Vortrag A. Moschen, H. Vogelsang in Sat.-Symposium Takeda: M. Crohn auf allen Ebenen

Die Wirksamkeit von Vedolizumab in der Induktion von TNF-naiven Colitis-Ulcerosa-Patienten ist vergleichbar mit Anti-TNF-Antikörpern. Langfristig scheint Vedolizumab in punkto Effizienz und Nebenwirkungsprofil Vorteile gegenüber Anti-TNF-Antikörpern zu bieten.

Bei TNF-naiven Morbus Crohn-Patienten ist Vedolizumab als Maintainance-Therapie ähnlich wirksam wie andere Biologika, Infliximab ist geringfügig besser. Die Möglichkeit der Erstlinientherapie sollte gegeben sein, insbesondere für spezielle Patientengruppen wie ältere Patienten oder Patienten mit erhöhtem Infektrisiko.
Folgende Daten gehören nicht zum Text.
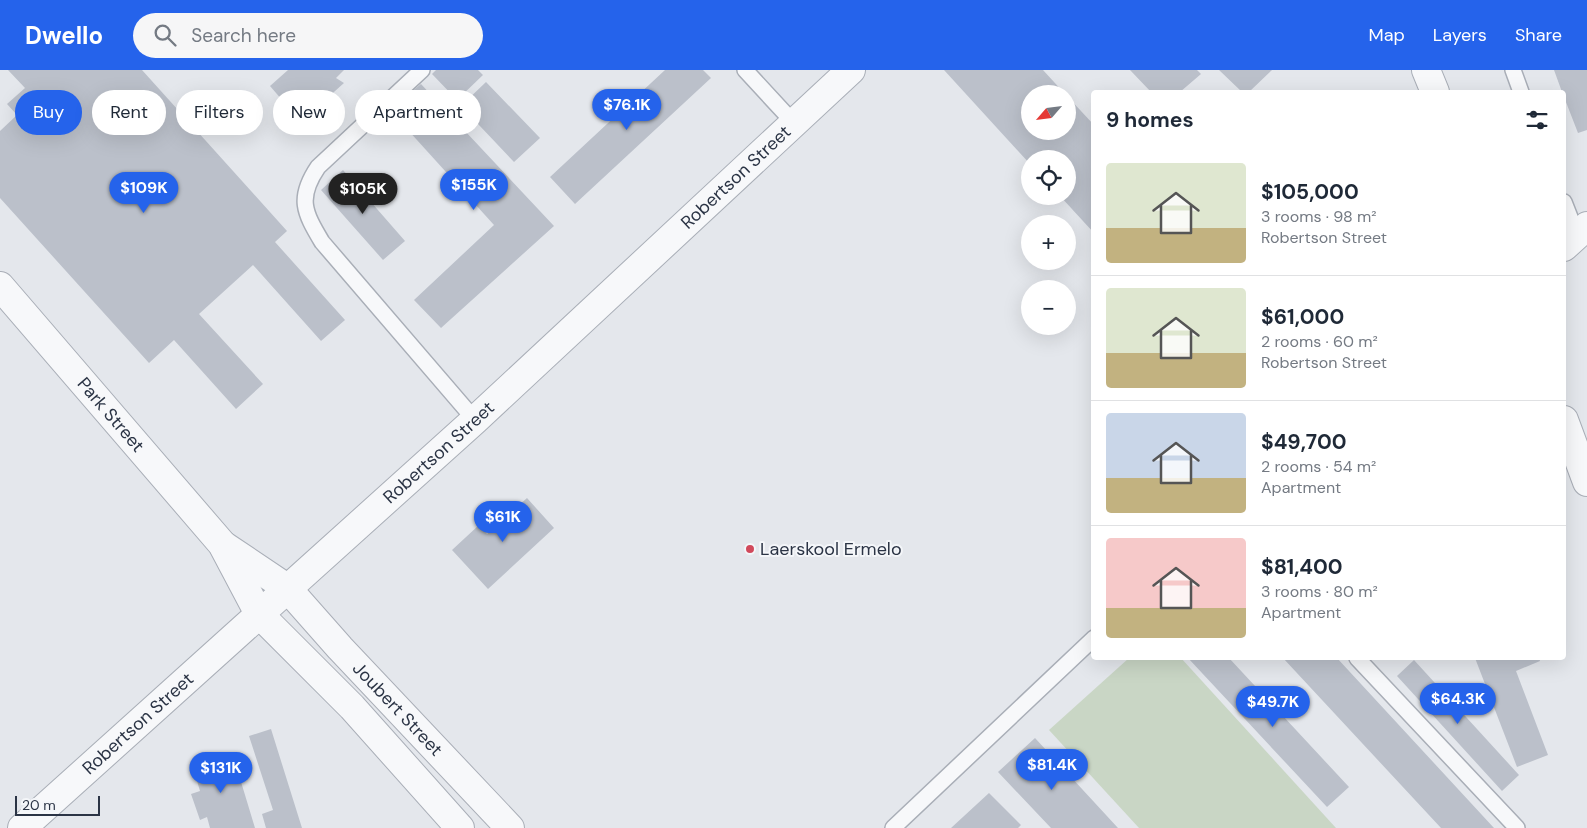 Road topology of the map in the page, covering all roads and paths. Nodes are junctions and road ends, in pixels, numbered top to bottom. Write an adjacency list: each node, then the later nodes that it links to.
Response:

Vedolizumab wird derzeit primär nicht erstattet. Biologika-naive Patienten zeigen generell ein besseres Ansprechen als vorbehandelte Patienten. Patienten mit colonischem Befallsmuster zeigen ein besseres Ansprechen. Eine laufende Studie zeigt gute Daten bei s.c.-Applikation von Vedolizumab 108 mg nach iv-Induktion. Vorteile aufgrund der darmselektiven Wirkung sind: Clostridien-Infektionen steigen nicht signifikant an, keine vermehrten schweren Infektionen, kein erhöhtes Risiko für opportunistische Infektionen (TNF doppelt so hoch). Herzinsuffizienz ist keine Kontraindikation; kein Hinweis für eine Begünstigung von demyelinisierenden Erkrankungen, z.B. MS.